Use of ordinal terms such as “first,” “second,” “third,” etc., in the claims to modify a claim element does not by itself connote any priority, precedence, or order of one claim element over another, the temporal order in which acts of a method are performed, the temporal order in which instructions executed by a device are performed, etc., but are used merely as labels to distinguish one claim element having a certain name from another element having a same name (but for use of the ordinal term) to distinguish the claim elements.
Additionally, embodiments described herein may be implemented as a non-transitory computer-readable storage medium that stores data and/or information, such as instructions, program code, a data structure, a program module, an application, a script, or other known or conventional form suitable for use in a computing environment.
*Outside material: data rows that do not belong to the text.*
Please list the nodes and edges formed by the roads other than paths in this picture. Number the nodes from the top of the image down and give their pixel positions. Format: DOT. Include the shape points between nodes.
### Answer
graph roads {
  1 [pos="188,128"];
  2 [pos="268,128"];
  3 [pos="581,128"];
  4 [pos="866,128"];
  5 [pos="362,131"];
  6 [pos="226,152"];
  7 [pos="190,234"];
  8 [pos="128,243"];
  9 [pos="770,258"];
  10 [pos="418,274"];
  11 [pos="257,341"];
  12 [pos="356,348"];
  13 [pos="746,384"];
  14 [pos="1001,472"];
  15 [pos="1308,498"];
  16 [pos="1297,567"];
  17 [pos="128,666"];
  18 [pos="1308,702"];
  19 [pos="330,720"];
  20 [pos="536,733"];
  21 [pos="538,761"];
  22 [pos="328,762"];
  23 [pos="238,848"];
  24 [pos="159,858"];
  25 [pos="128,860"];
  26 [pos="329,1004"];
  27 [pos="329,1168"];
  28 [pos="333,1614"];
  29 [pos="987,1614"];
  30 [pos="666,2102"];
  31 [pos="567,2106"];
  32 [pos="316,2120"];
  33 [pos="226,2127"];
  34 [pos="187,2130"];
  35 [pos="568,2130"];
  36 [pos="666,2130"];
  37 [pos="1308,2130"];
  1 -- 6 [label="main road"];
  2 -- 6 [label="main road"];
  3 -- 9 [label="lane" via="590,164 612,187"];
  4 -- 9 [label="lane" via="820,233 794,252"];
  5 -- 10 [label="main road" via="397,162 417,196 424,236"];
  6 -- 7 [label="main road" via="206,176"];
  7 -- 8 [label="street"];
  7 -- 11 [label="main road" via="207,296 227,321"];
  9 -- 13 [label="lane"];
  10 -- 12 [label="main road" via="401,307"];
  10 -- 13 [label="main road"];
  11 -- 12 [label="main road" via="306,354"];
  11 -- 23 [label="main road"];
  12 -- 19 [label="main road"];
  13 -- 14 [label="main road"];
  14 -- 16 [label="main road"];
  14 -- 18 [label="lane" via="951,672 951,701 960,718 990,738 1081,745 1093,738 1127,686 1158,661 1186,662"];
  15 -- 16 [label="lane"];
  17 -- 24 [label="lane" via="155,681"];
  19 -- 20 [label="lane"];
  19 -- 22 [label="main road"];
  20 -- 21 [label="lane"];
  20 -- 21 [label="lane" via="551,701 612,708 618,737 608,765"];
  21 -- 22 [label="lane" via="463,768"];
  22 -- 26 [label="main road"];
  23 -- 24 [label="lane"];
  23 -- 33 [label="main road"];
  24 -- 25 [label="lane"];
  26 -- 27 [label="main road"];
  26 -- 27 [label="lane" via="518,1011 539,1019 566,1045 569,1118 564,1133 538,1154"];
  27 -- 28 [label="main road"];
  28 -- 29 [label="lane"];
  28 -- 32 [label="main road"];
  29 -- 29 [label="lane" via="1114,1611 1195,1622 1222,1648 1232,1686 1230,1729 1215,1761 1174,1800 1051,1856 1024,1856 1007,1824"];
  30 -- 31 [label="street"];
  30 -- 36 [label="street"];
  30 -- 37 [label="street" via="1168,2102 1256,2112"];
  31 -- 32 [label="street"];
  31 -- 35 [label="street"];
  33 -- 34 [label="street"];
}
The program code, instructions, application, etc., is readable and executable by a processor (e.g., processor 410) of a device. A non-transitory storage medium includes one or more of the storage mediums described in relation to memory/storage 415. The non-transitory computer-readable storage medium may be implemented in a centralized, distributed, or logical division that may include a single physical memory device or multiple physical memory devices spread across one or multiple network devices.
To the extent the aforementioned embodiments collect, store, or employ personal information of individuals, it should be understood that such information shall be collected, stored, and used in accordance with all applicable laws concerning protection of personal information. Additionally, the collection, storage and use of such information can be subject to consent of the individual to such activity, for example, through well known “opt-in” or “opt-out” processes as can be appropriate for the situation and type of information. Collection, storage, and use of personal information can be in an appropriately secure manner reflective of the type of information, for example, through various encryption and anonymization techniques for particularly sensitive information.
No element, act, or instruction set forth in this description should be construed as critical or essential to the embodiments described herein unless explicitly indicated as such.
All structural and functional equivalents to the elements of the various aspects set forth in this disclosure that are known or later come to be known are expressly incorporated herein by reference and are intended to be encompassed by the claims.